Rating:  Summary: I really didn't see that one coming! Review: Shutter Island is a sneaky one, I have to tell you from the start. Two US Marshalls arrive at the isolated mental institution to find the missing patient and things go in strange directions from then on. Obviously, I won't tell you how it ends, but I didn't see it coming!
Rating:  Summary: Another Winner from Lehane Review: This was a great book! I loved the setting--1950's insane asylum on an island during a hurricane. I see that other people are complaining that this isn't Mystic River. No, it's not, but that's what makes Lehane great. He is a versatile writer that doesn't just write the same book over and over like other authors. Mystic River was completely different from the style of his series. And Shutter Island was a completely different style than Mystic River. All of his books are well-written and absolute gems.
Rating:  Summary: Dazzling.. Review: but difficult to review. So much of Lehane's latest, "Shutter Island", is tied up in the twists and turns of plot, that to write a review that summarizes the plot is tantalizing -- but will spoil the book for the next reader. Lehane apparently became an afficianado of old Sinatra, causing him to write the noir-ish "Shutter Island", set in 1954. The book is about the handling of psychiatric patients in those days, terrifying as THAT is. Lehane's two main characters are U.S. Marshals, sent to investigate the disappearance of a woman "patient", who'd been held in the Island hospital for the criminally insane.
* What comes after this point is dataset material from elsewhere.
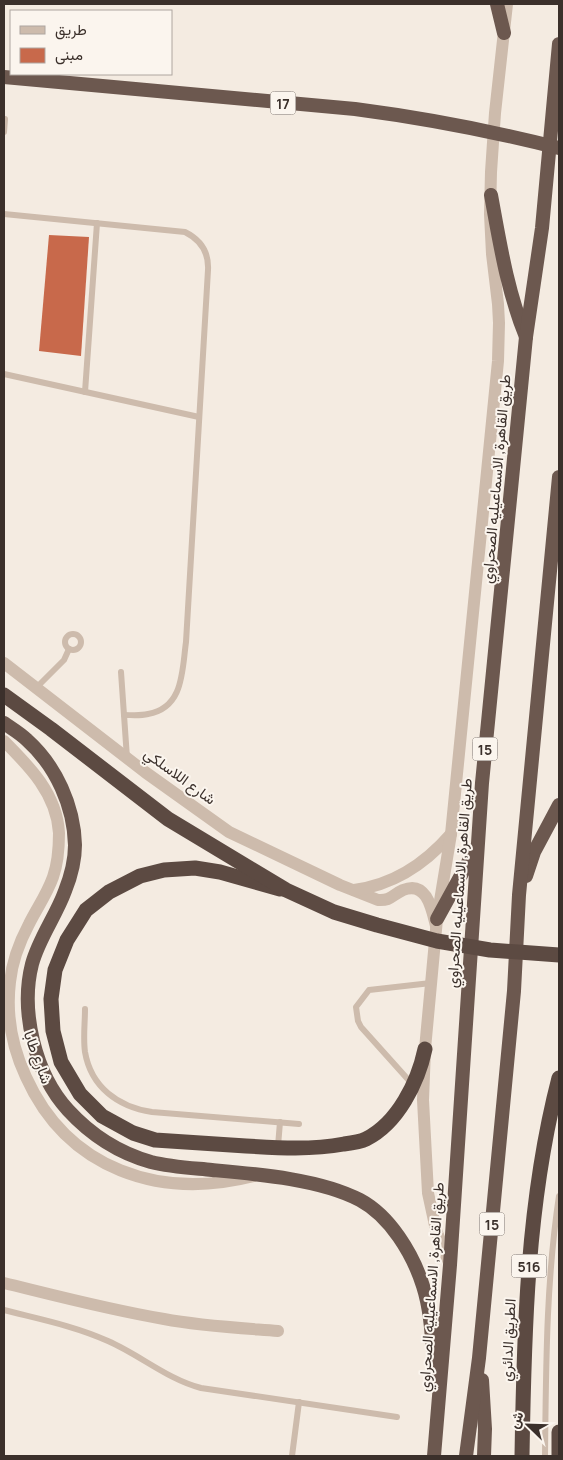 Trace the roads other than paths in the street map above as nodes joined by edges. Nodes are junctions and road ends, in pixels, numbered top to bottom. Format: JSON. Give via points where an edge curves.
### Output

Although Lehane truly develops only one character in the novel, Marshal Teddy Daniels, his deft ability to describe the motivations of others, and to electify with descriptive phrase of his setting leave you feeling that he just may be the best novelist in America today. "The lights went on above them in a series of liquid cracks that sounded like bones breaking underwater. Electric charges hummed in the air and were followed by an explosion of yells and catcalls and wailing...." -- it'll be tough for you to get much sleep with Shutter Island in tow. It was a fast read and I sat up far into the night to finish it...and then could not rest. Like in his characters, Lehane sets up a momentum and a fear in you that won't let you forget this book for days. I'm not surprised to see the wide variety of ratings given the book -- the best generally are controversial. Read it and judge for yourself!!